━━━━━ Supplied records ━━━━━

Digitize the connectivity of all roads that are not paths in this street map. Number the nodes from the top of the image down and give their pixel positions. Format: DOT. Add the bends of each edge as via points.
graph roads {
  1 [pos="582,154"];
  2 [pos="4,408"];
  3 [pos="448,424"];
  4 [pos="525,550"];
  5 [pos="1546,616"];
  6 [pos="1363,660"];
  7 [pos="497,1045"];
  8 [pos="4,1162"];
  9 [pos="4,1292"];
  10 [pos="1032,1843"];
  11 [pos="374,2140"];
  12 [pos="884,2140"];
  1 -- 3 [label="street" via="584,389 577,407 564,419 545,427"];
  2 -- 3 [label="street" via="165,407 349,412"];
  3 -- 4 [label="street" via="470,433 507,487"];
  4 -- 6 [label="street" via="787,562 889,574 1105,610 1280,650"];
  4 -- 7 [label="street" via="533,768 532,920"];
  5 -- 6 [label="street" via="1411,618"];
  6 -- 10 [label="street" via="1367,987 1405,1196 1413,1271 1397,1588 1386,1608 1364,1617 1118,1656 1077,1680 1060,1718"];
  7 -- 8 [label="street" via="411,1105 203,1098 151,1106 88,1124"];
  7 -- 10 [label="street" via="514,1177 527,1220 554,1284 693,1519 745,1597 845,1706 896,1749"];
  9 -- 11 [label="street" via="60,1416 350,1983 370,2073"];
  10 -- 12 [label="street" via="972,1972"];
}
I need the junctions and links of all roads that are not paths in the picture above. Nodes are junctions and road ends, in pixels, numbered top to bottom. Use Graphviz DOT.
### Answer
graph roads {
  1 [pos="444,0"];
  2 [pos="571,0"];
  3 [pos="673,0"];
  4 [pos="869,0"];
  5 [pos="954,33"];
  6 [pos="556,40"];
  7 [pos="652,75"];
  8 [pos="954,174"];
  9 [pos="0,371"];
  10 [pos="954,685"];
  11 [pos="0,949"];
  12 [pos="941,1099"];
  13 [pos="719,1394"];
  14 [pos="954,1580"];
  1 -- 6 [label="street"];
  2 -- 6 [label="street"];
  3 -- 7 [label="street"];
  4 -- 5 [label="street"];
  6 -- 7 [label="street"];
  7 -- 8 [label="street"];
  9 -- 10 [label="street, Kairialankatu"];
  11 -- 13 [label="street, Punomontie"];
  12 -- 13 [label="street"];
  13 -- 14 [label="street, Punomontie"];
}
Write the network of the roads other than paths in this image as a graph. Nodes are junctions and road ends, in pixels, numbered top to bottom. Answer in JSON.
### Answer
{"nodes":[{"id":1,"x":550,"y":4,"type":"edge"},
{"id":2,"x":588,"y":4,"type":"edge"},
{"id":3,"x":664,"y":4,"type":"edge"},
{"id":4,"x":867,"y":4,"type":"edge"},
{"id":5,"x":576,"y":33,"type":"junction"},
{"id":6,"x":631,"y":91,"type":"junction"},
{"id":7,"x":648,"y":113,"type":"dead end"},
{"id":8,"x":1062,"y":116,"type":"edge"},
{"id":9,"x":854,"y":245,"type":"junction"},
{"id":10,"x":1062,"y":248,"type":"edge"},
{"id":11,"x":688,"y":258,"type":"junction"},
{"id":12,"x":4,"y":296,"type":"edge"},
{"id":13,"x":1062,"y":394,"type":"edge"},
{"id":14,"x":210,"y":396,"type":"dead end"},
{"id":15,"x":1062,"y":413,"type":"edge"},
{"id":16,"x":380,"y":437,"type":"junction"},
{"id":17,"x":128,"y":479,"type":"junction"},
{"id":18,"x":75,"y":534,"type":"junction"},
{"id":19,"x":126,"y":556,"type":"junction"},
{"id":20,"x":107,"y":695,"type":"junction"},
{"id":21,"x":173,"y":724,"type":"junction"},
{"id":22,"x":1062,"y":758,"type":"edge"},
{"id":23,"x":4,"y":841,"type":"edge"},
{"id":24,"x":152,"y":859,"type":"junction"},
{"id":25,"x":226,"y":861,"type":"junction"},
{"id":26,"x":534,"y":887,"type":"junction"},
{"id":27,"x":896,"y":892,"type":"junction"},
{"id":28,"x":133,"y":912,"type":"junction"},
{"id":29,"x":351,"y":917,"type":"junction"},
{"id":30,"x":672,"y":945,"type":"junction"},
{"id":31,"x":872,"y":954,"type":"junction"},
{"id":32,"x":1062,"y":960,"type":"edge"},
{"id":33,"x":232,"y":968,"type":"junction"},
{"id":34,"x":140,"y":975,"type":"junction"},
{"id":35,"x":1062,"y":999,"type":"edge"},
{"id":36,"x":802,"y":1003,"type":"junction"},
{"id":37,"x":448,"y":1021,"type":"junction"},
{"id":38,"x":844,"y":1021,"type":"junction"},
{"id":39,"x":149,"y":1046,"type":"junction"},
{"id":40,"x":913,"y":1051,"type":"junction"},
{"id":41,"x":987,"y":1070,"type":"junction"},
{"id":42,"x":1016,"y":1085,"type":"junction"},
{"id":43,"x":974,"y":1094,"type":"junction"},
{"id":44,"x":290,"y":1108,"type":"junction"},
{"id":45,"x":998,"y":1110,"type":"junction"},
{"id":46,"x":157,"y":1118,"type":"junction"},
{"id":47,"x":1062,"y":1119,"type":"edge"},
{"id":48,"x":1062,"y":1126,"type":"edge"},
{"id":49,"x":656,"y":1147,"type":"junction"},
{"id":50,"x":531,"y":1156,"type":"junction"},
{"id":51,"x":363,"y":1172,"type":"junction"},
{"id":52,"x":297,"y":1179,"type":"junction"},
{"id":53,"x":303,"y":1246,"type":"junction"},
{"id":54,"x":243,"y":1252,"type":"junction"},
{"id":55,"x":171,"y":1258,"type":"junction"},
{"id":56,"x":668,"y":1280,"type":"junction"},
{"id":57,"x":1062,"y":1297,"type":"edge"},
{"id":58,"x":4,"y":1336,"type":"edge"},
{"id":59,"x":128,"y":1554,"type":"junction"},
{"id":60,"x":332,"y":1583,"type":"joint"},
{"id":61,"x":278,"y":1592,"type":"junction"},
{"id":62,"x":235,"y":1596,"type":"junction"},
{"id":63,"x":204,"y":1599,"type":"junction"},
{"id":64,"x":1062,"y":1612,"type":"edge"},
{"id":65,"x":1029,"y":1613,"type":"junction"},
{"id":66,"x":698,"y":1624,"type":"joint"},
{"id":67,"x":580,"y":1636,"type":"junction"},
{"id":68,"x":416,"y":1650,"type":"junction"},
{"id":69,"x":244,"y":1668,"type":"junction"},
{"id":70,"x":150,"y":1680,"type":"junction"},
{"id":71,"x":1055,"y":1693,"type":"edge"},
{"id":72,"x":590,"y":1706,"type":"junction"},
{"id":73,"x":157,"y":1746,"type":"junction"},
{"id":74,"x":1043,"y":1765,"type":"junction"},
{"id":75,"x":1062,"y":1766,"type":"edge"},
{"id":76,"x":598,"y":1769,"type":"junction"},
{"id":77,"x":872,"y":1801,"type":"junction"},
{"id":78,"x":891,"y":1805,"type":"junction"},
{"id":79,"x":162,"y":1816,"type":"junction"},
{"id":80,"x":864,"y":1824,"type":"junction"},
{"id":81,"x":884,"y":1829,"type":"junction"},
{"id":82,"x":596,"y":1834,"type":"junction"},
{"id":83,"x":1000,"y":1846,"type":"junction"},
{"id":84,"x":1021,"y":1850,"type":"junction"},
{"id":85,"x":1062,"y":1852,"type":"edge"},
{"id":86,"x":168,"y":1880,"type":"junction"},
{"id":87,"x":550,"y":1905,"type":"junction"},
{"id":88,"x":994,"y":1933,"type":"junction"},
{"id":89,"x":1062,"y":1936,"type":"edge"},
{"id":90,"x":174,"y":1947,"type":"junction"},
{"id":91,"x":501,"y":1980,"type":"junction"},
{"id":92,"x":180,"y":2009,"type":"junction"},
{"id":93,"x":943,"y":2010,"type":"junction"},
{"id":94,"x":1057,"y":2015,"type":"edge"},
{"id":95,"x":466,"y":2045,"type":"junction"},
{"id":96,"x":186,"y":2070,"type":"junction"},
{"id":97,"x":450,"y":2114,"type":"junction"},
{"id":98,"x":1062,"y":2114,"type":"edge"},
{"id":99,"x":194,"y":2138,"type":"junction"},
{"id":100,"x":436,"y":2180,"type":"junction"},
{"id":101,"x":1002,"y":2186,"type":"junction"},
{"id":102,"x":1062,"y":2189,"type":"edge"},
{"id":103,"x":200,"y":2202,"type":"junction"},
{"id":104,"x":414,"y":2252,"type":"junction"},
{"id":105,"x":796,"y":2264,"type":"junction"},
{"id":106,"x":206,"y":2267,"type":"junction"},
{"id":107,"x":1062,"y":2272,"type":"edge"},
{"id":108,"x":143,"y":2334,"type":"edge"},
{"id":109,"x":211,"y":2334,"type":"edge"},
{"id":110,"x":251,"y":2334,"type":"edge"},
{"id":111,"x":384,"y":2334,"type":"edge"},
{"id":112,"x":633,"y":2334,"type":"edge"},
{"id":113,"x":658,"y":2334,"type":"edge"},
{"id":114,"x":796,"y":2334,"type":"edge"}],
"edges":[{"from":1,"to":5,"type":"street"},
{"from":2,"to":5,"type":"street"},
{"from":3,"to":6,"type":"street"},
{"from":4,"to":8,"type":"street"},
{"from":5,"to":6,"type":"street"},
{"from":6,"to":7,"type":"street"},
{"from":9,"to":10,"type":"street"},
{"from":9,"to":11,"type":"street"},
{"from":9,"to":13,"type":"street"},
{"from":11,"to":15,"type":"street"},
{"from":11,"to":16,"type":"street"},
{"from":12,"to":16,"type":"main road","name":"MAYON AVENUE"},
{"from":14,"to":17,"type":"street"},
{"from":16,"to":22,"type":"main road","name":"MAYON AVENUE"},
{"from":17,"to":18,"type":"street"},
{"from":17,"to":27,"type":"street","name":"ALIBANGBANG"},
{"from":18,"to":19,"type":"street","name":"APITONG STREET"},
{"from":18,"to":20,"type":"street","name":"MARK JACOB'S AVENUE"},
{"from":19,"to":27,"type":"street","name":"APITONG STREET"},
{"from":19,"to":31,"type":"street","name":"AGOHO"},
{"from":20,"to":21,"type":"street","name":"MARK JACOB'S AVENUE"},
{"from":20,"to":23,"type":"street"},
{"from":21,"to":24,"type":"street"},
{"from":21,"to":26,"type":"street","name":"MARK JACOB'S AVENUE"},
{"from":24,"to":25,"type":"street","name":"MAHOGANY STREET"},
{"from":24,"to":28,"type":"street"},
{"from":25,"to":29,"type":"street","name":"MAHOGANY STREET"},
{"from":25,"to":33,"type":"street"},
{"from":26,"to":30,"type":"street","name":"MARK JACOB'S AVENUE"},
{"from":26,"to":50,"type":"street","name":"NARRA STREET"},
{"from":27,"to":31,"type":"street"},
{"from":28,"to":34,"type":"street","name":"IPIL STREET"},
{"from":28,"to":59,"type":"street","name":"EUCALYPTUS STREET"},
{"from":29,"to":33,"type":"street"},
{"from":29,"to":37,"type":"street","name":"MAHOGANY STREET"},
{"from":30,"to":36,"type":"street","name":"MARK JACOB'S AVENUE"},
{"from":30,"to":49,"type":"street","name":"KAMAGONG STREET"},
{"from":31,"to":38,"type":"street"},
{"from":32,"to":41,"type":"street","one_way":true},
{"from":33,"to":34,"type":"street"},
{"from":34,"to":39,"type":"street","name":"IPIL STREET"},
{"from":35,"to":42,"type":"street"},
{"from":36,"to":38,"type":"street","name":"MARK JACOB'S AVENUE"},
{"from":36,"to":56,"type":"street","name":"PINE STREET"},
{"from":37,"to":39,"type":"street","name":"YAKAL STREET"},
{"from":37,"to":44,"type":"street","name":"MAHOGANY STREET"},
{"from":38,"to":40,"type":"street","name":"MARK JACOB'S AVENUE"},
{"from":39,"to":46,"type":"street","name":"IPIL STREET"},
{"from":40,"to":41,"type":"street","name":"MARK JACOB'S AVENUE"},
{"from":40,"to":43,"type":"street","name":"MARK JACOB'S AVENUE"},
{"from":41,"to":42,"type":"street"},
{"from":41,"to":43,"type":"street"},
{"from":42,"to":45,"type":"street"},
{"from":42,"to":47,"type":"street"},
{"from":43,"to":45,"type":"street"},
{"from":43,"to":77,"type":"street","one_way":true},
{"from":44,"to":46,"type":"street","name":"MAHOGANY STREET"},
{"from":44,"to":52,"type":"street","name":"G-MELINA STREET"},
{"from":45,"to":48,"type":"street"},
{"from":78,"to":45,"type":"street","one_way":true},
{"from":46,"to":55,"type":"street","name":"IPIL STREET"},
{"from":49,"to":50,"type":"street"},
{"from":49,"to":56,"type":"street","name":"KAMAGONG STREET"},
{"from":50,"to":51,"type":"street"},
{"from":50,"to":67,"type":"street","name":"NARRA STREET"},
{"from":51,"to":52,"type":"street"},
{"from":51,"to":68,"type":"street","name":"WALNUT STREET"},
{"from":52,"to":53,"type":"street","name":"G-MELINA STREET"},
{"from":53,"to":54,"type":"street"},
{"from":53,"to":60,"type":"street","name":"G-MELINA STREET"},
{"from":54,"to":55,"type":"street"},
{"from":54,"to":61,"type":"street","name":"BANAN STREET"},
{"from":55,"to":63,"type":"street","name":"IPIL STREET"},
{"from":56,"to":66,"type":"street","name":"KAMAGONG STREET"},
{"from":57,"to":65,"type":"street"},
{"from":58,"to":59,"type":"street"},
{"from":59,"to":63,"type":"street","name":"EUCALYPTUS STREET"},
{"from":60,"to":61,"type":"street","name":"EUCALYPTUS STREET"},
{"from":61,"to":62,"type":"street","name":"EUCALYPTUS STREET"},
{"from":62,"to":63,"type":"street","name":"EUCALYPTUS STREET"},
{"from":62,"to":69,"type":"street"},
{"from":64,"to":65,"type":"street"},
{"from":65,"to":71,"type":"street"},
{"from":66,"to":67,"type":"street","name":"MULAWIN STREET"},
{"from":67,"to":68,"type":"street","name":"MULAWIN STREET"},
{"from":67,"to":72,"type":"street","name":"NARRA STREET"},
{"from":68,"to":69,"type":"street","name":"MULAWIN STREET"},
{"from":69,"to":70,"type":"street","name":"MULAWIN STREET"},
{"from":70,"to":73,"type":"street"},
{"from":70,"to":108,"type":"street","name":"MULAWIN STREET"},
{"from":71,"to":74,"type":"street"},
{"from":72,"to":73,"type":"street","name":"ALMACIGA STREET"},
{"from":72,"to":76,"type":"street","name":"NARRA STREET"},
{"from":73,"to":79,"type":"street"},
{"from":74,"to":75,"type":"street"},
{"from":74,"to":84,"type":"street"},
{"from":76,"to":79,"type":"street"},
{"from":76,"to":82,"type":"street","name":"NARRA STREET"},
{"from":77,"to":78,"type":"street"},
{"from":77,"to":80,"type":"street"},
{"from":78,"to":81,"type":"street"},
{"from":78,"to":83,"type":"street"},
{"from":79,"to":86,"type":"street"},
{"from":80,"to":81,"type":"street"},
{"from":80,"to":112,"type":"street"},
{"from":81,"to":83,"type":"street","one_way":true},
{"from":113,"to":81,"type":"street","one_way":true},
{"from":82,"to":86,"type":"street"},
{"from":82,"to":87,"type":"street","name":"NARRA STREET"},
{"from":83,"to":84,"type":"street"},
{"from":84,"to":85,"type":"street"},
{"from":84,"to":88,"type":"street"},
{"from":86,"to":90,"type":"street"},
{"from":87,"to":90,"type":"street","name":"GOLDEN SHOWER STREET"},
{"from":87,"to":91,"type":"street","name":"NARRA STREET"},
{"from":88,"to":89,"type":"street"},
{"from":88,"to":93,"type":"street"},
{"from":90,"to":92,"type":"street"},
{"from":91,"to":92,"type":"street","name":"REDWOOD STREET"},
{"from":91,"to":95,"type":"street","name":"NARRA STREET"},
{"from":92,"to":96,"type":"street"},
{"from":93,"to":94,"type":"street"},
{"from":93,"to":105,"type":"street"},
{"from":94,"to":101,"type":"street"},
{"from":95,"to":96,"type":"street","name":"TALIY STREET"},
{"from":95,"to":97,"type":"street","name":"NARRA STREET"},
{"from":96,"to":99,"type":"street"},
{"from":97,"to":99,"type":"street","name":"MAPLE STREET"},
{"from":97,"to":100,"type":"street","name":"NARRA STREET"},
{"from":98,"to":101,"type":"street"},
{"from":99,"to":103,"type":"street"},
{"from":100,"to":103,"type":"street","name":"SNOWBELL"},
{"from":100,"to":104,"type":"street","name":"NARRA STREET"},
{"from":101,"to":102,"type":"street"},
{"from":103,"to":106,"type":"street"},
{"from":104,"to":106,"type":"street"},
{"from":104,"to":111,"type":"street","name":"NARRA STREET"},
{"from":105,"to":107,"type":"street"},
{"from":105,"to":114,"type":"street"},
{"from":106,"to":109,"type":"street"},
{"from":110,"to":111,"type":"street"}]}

━━━━━

Count how many lines above include the word "KAMAGONG" and answer with that figure only.

3